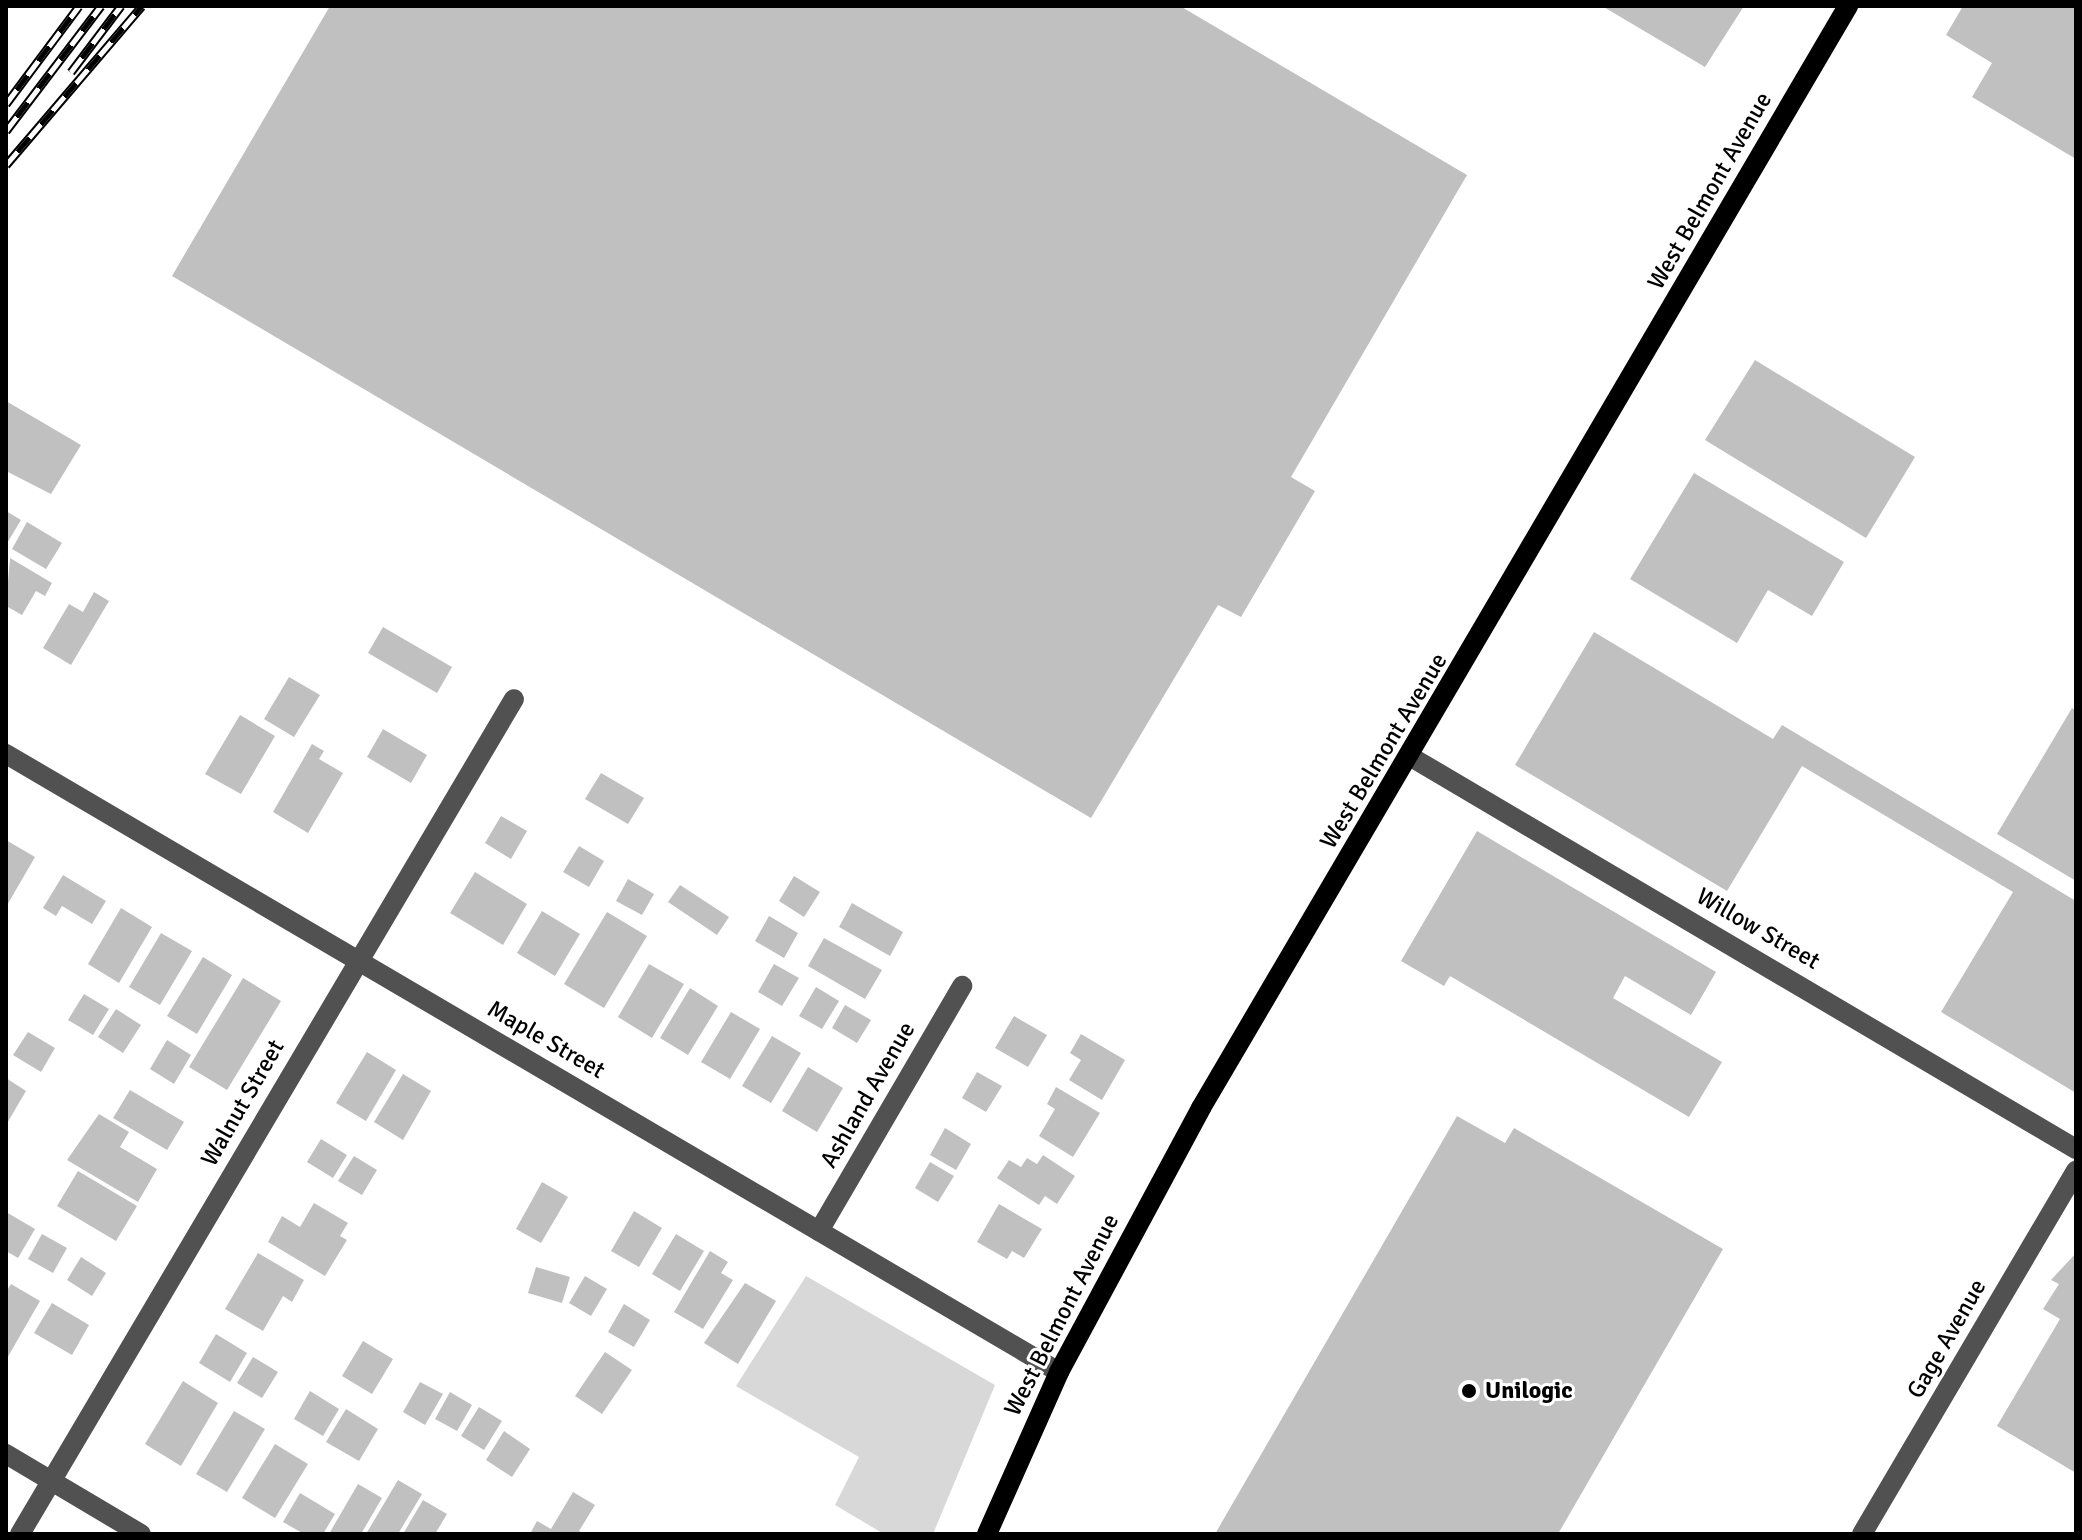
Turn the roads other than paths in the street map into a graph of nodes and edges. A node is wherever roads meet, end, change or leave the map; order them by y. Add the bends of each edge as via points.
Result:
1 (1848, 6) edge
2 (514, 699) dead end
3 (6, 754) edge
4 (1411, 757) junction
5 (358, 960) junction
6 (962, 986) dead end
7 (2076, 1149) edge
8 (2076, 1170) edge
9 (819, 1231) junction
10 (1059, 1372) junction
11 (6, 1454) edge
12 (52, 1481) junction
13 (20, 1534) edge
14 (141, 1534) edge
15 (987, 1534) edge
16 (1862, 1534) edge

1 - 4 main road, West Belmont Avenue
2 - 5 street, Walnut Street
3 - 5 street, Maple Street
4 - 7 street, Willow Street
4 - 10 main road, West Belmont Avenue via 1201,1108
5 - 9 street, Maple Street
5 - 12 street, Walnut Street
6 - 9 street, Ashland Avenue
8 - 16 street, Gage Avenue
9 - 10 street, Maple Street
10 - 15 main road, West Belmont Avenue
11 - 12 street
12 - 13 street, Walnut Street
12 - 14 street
--------------------------------------------------
Exercise aim:
Print all the material above verbatim and omit its pictures.

Reply to the exercise:
Turn the roads other than paths in the street map into a graph of nodes and edges. A node is wherever roads meet, end, change or leave the map; order them by y. Add the bends of each edge as via points.
Result:
1 (1848, 6) edge
2 (514, 699) dead end
3 (6, 754) edge
4 (1411, 757) junction
5 (358, 960) junction
6 (962, 986) dead end
7 (2076, 1149) edge
8 (2076, 1170) edge
9 (819, 1231) junction
10 (1059, 1372) junction
11 (6, 1454) edge
12 (52, 1481) junction
13 (20, 1534) edge
14 (141, 1534) edge
15 (987, 1534) edge
16 (1862, 1534) edge

1 - 4 main road, West Belmont Avenue
2 - 5 street, Walnut Street
3 - 5 street, Maple Street
4 - 7 street, Willow Street
4 - 10 main road, West Belmont Avenue via 1201,1108
5 - 9 street, Maple Street
5 - 12 street, Walnut Street
6 - 9 street, Ashland Avenue
8 - 16 street, Gage Avenue
9 - 10 street, Maple Street
10 - 15 main road, West Belmont Avenue
11 - 12 street
12 - 13 street, Walnut Street
12 - 14 street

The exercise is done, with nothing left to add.